A major theme emerging from the focus groups was the need to improve patient-provider communication to address medication non-adherence, which has clinical and policy implications for improving healthcare practice and policy. Training physicians in communication skills has been shown to result in substantial and significant improvements in patient adherence such that with physician communication training, the odds of patient adherence are 1.62 times higher than when a physician receives no training.30 Accordingly, this study provides support for providing communication training for physicians and other healthcare providers to improve medication adherence. Both the perceptual and practical barriers to medication adherence identified in the study point to a need for a need for tailored, multi-component interventions, which may require both healthcare and reimbursement system changes.

Strengths and Limitations

A strength of this study includes the diverse group of focus group participants and settings. Additionally, the use of intentional and unintentional medication non-adherence as a comprehensive framework for examining patient and provider perspectives is another strength of this study, as it expands current research in this area. A possible limitation includes the inclusion of focus group facilitators and participants as study co-authors. However, we believe this approach allowed for member checking to ensure focus group themes were adequately identified and interpreted.
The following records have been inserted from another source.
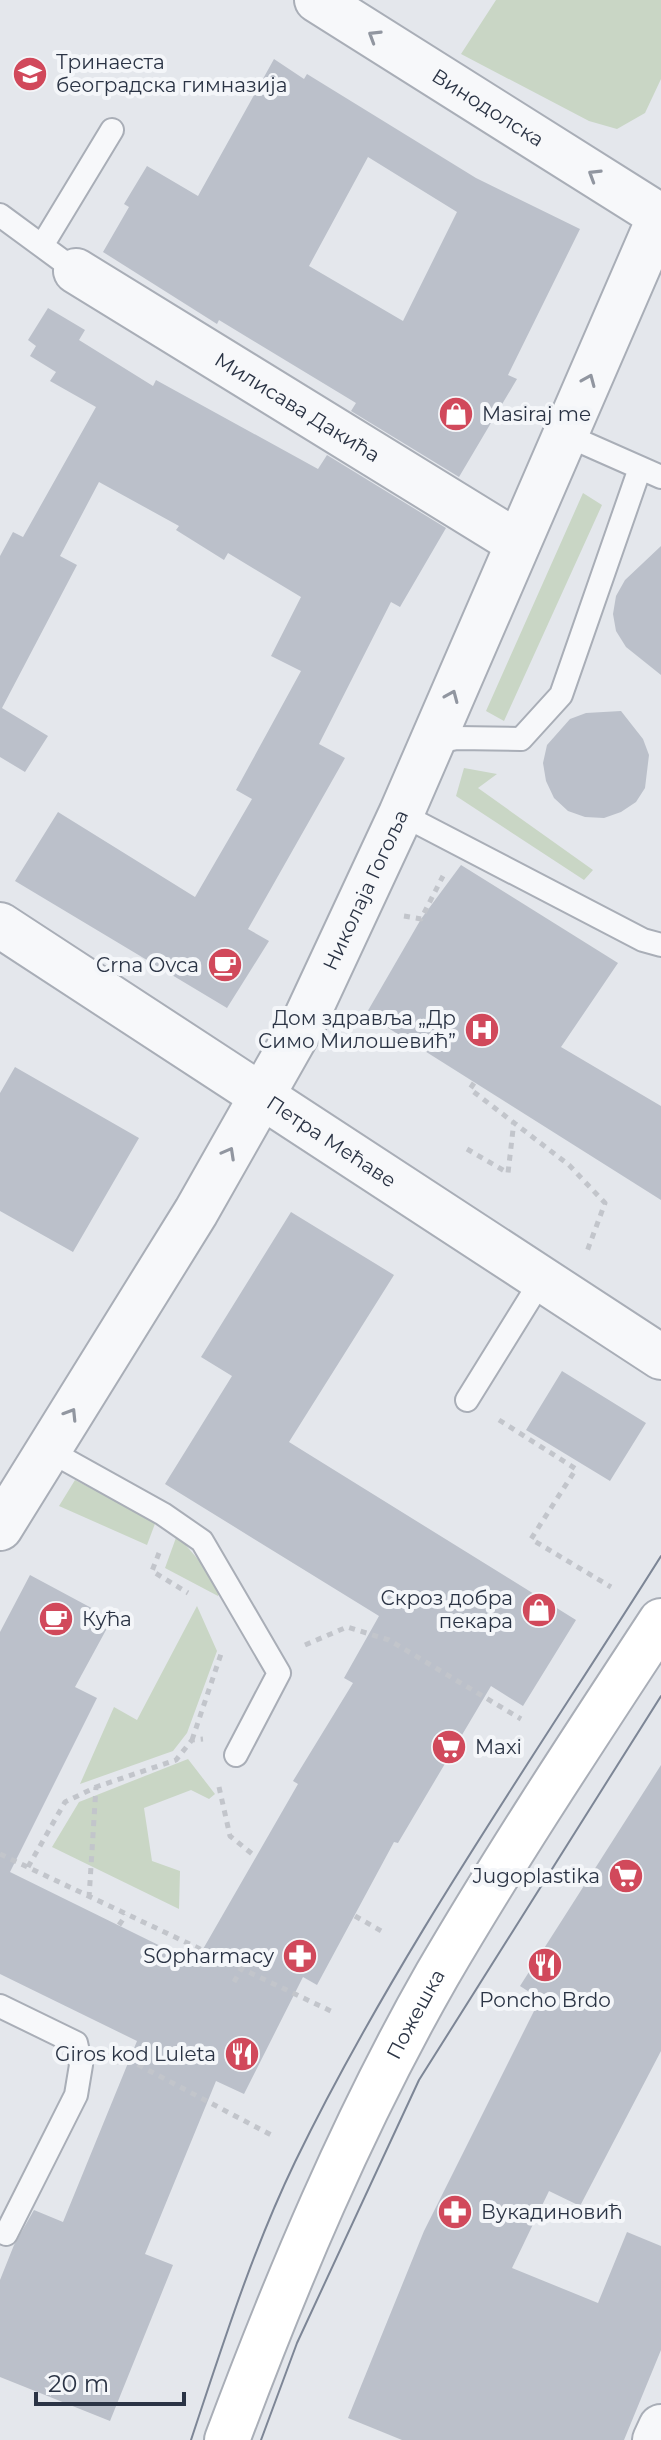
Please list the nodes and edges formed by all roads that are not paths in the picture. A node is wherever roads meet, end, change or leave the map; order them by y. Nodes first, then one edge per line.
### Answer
1 (317, 0) edge
2 (112, 130) dead end
3 (0, 215) edge
4 (661, 215) edge
5 (59, 258) junction
6 (566, 435) junction
7 (640, 468) junction
8 (661, 477) edge
9 (518, 543) junction
10 (431, 743) junction
11 (401, 814) junction
12 (4, 936) edge
13 (661, 945) edge
14 (264, 1096) junction
15 (542, 1279) junction
16 (661, 1357) edge
17 (467, 1400) road end
18 (48, 1450) junction
19 (12, 1484) edge
20 (0, 1528) edge
21 (661, 1621) edge
22 (241, 1746) road end
23 (0, 2006) edge
24 (6, 2234) dead end
25 (661, 2427) edge
26 (227, 2440) edge
27 (655, 2440) edge

4 -> 1 street, Винодолска
2 - 5 lane
3 - 5 lane
6 -> 4 street, Николаја Гогоља
5 - 9 street, Милисава Дакића
6 - 7 lane
6 - 9 street, Николаја Гогоља
7 - 8 lane
7 - 10 lane
10 -> 9 street, Николаја Гогоља
10 - 11 street, Николаја Гогоља
11 - 13 lane
11 - 14 street, Николаја Гогоља
12 - 14 street, Петра Мећаве
14 - 15 street, Петра Мећаве
18 -> 14 street, Николаја Гогоља
15 - 16 street, Петра Мећаве
15 - 17 lane
18 - 19 street, Николаја Гогоља
18 - 22 lane
19 - 20 street, Николаја Гогоља
21 - 26 main road, Пожешка
23 - 24 lane
25 - 27 street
Additionally, an international medication adherence expert, D.V., and PCORI study co-investigator, E.B., were included as manuscript co-authors (who did not participate in the focus groups) to independently review the focus group transcripts and interpret and provide feedback on the qualitative findings.

Conclusion

Across focus groups, perceptual and practical barriers to medication adherence as well as patient and provider communication difficulties were major themes that emerged. The findings from this study contribute to a long line of research showing improved communication to be highly correlated with better patient medication adherence, suggesting health care systems should prioritize improving patient-provider communication. Additionally, perceptual barriers resulting in intentional medication non-adherence included beliefs about medication effectiveness and concerns about side effects. The study findings point to a need to better address SDoH to reduce multiple practical barriers to medication adherence. Participants suggested important targets for adherence interventions to reduce practical barriers faced by underserved populations including medication costs and transportation. The study findings also suggest a need for innovative, multi-component interventions to address additional practical barriers to medication adherence that are common among persons with depression and/or diabetes including forgetting to take prescribed medication and polypharmacy.

Disclosure

Dr Eduardo Blanco reports grants from Patient-Centered Outcomes Research Institute, during the conduct of the study. Dr Dawn Velligan reports personal fees from Otsuka Pharmaceuticals, personal fees from Janssen Pharmaceuticals, personal fees from Teva Pharmaceuticals, personal fees from Alkermes, personal fees from Lyndra Pharmaceuticals, outside the submitted work. The authors report no other conflicts of interest in this work.